Requirement
Each line of the entries below that holds "dead" is needed, copied in full.

Information given

· · · ·

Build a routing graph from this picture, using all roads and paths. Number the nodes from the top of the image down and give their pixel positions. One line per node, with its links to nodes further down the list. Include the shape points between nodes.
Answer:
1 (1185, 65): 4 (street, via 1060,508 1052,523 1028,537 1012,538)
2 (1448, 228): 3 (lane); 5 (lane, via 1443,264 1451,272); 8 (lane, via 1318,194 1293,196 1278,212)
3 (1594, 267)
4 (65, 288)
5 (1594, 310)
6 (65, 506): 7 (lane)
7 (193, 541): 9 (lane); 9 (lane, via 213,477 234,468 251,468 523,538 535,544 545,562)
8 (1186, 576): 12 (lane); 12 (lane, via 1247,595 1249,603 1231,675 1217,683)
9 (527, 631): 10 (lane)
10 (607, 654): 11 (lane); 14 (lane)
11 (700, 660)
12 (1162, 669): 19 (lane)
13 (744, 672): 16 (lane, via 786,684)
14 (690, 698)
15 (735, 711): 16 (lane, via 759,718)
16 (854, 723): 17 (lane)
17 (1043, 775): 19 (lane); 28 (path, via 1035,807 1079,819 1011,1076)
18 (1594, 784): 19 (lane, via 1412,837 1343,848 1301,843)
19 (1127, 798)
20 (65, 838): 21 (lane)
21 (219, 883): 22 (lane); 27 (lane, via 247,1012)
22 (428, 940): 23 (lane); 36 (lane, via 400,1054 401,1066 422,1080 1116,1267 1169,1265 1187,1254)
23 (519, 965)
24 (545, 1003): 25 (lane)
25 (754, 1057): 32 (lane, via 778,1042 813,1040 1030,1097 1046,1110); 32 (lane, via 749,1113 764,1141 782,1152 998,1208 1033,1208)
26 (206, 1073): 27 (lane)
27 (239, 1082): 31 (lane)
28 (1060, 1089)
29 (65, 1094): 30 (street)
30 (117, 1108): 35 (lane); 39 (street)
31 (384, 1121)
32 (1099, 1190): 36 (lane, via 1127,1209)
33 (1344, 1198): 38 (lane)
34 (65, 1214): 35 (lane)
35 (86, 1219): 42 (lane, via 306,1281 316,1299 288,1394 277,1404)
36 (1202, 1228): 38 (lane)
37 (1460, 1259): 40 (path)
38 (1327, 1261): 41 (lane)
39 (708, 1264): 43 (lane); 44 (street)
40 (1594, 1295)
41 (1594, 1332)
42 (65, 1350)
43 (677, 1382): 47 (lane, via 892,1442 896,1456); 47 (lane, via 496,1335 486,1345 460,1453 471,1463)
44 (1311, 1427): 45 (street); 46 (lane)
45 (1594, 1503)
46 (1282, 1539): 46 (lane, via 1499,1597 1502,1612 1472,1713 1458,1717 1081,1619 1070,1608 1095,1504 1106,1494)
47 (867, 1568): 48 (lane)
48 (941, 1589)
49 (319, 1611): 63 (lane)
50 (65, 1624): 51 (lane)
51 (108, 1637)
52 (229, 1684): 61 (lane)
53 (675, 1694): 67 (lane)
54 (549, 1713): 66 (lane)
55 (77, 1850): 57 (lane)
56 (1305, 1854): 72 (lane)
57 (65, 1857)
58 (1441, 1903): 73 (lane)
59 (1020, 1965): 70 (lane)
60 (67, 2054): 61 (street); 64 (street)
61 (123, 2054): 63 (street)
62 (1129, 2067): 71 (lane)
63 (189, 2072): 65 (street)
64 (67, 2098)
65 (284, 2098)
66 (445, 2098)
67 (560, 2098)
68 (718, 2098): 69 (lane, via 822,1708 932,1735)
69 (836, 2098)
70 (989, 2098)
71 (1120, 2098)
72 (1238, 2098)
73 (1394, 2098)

· · · ·

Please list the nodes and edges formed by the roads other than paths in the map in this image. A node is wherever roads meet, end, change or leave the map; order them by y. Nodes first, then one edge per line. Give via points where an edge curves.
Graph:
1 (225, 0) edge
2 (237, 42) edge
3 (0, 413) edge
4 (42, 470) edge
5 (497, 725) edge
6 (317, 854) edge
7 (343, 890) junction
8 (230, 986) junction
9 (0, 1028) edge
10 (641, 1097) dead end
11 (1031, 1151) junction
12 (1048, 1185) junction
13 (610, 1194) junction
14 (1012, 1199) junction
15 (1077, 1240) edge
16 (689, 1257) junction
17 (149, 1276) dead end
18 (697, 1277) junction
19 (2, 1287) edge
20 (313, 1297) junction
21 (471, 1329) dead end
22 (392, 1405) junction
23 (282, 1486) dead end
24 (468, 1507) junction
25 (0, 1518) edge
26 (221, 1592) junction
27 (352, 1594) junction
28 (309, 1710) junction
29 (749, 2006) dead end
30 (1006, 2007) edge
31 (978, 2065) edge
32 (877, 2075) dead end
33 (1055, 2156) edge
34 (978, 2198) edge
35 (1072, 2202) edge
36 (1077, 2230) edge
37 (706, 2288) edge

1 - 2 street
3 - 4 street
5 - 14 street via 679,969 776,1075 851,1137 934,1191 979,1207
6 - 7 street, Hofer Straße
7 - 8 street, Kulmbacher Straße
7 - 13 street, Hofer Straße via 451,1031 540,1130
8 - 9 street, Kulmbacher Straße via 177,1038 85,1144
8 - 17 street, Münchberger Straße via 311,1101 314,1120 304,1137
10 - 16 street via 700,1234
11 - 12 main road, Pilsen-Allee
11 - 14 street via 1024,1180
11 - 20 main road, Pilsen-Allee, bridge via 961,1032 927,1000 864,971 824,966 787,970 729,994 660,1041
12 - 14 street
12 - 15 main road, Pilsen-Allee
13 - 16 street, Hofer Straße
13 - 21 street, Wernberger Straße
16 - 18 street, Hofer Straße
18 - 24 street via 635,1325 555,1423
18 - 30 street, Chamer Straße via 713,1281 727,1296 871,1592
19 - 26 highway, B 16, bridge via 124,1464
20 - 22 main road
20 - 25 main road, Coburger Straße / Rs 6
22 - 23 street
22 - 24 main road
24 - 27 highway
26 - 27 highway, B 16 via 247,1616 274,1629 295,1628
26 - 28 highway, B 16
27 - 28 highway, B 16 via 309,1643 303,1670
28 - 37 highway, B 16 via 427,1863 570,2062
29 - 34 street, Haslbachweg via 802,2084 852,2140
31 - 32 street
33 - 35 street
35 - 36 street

· · · ·

Task response
10 (641, 1097) dead end
17 (149, 1276) dead end
21 (471, 1329) dead end
23 (282, 1486) dead end
29 (749, 2006) dead end
32 (877, 2075) dead end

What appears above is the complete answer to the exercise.